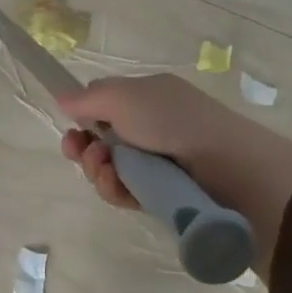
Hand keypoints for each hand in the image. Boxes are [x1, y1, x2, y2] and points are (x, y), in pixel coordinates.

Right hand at [55, 74, 291, 277]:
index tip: (71, 128)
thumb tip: (62, 98)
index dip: (84, 117)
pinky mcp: (161, 195)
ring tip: (107, 170)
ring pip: (110, 170)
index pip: (105, 106)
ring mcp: (157, 164)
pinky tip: (119, 186)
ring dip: (98, 170)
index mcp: (148, 98)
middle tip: (81, 153)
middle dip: (85, 149)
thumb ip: (88, 98)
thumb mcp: (124, 96)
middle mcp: (152, 128)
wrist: (229, 169)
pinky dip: (116, 190)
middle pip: (102, 141)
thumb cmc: (173, 121)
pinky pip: (125, 193)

(REQUIRED WORK) Above are the records; copy each line from them that includes the string "pinky".

(OUTPUT OF THE TASK)
pinky mcp: (161, 195)
pinky tip: (119, 186)
pinky dip: (116, 190)
pinky pip: (125, 193)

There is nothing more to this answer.